明けの明星

「いま神田君が迎えにいっているから、僕らは医務室のほうにいっていようか」


君も会いたいだろう?と笑いかければ、はい!と笑顔で言われてしまい思わず頬が緩んでしまう。神田君という単語には器用に嫌そうな顔なんてして、本当に仲が悪いのだから困ったものだ。
自分はこんな子達を戦場に送っているという現実に心臓を潰されそうになってしまうような心の痛みは、最近では慣れてきてしまっていたがこういう時に、ああそれなりに疲弊していたのだなと実感もする。ほっとするような安堵に似た喜びだ。そんな場に身を置かなくてはいけない彼らでも、変わらずに優しくあり続けていてくれることが自分の助けにもなっていた。
もう医務室にいるであろう神田君と彼女、そしてラビ君を思いながら腰を上げようとしたとき、まさにその人物が此処の扉を乱暴に開いたから出鼻をくじかれたように浮かせた腰をとすんと落とした。


「コムイ、あの女……なんでいやがる」


「なんですか何か文句でもあるんですか」


「どうして君らは顔をあわせるとそう……で、どうしたんだい神田君」


間違いなく神田君はあの女、と言った。
彼女に何かあったのか、わざわざ此処まで来るとは彼らしくない。もしかしたらラビ君に言われて来たのかもしれないが、それでも少し違和感を持った。


「お前、あいつを地下牢につないだのか」


「地下牢?いや、僕が頼んだのは……監禁室、だけど…」


本当なら地下牢が妥当だったのだろうがそれは渋られた。怪我はないと報告はあったが明らかに体調のわるい顔色だったし、地下牢なんて自分が室長になってからは使おうなんて思ったことがなかったから、現状あの場所がどうなっているかわからない。
着任してすぐの頃に見にはいったが、地下水路の下にあるそこは一切の光は入らず、水路のせいか酷く寒く湿っぽく、いかにもな雰囲気があったのは覚えている。監禁室ならば常に見張りがいるため容態が悪化すればすぐにでも対処できると思ってそうしたのだがそんな場所に一時とはいえあんな子を入れておこうなんてするはずがない。

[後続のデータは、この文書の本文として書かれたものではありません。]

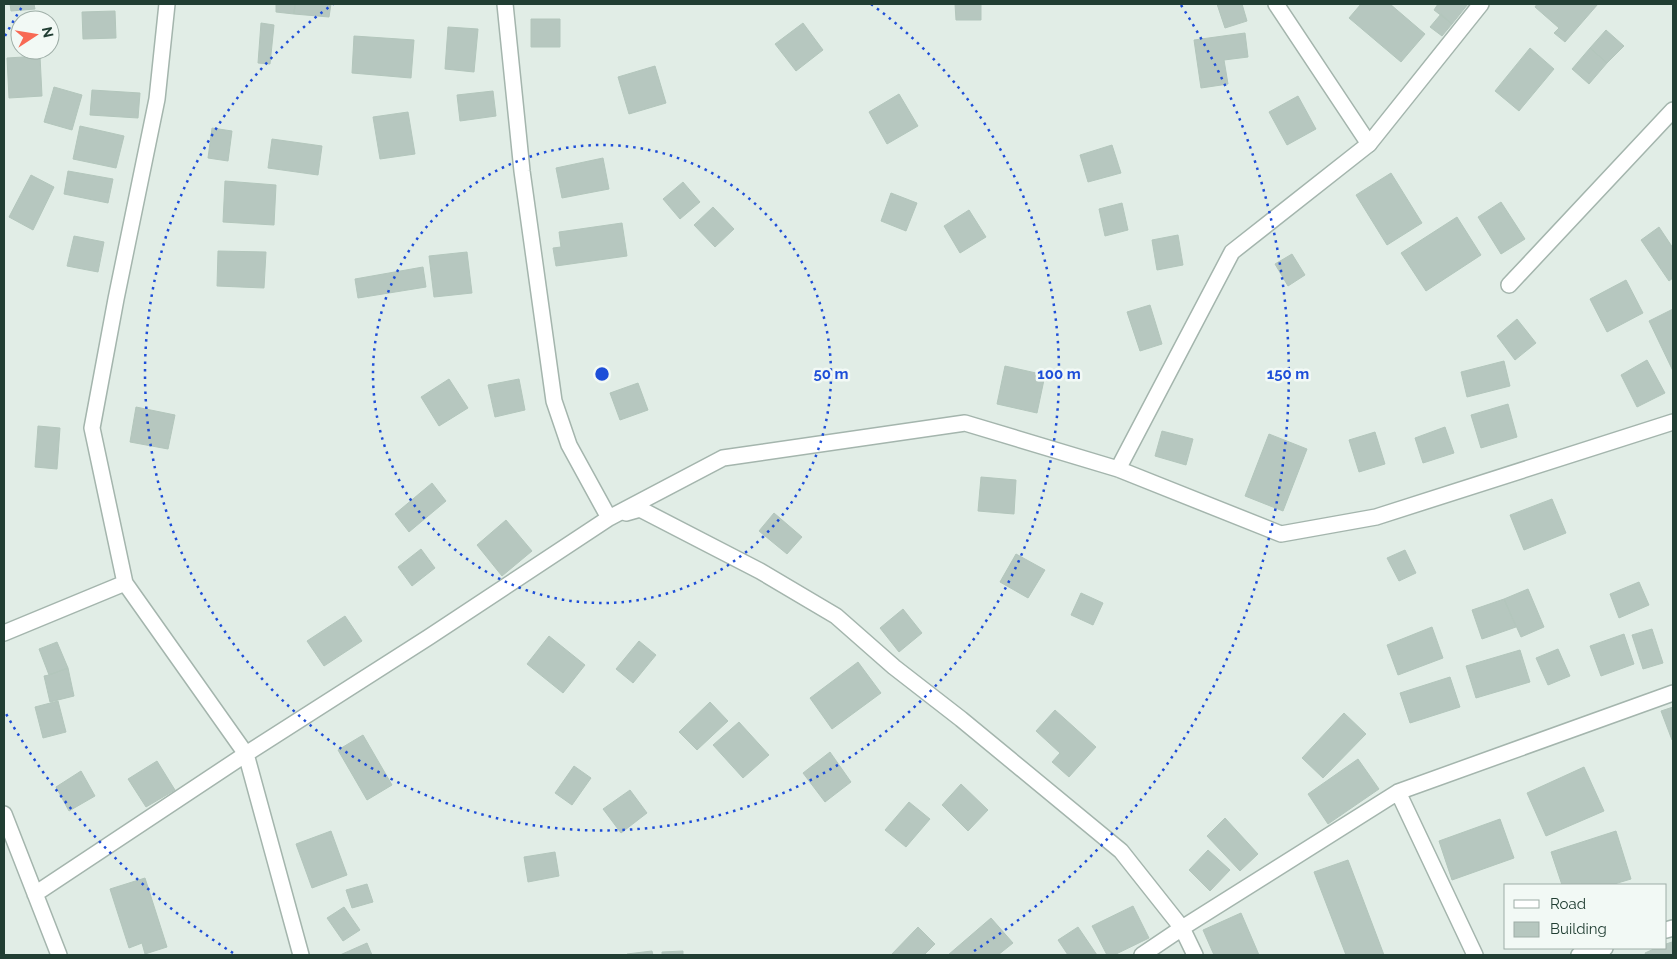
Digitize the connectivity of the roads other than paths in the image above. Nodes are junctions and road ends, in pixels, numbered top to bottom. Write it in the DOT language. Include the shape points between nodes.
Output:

「お前に言われて監禁室にいっても、そこに入れられた形跡すらなかった」


きっとラビくんだろう、彼ならそれが分かる人だ。どういう理由で監禁室なんて以前に覗いたのかは分からないが記憶していたその場所になんの変化もなければ彼は気が付ける。そして、何故だかは全くわからないが話の流れからしてそうなのだろう。こんな時をいち早く理解できてしまう脳を恨めしくも思ってしまうがこれが自分の武器で、これだけが自分の武器だった。


「彼女は、3日も地下牢に…?」


言っていてゾッとした。どうしてそうなってしまったのだ。地下牢なんて、あの年の子が1日だって入っていたら気が可笑しくなってしまうような場所だ。それにあそこは鍵が厳重すぎるせいもあって入れられたものに食事なんて出はしない。ただ冷たい石が敷き詰められたそこは本当に何も置いておらず、眠ることすら容易にできない。そんな場所にいてどうにもならないはずがなかった。


「医務室だ」


端的に告げてそのまま出て行ってしまう神田君の後を、転ぶようにして追った。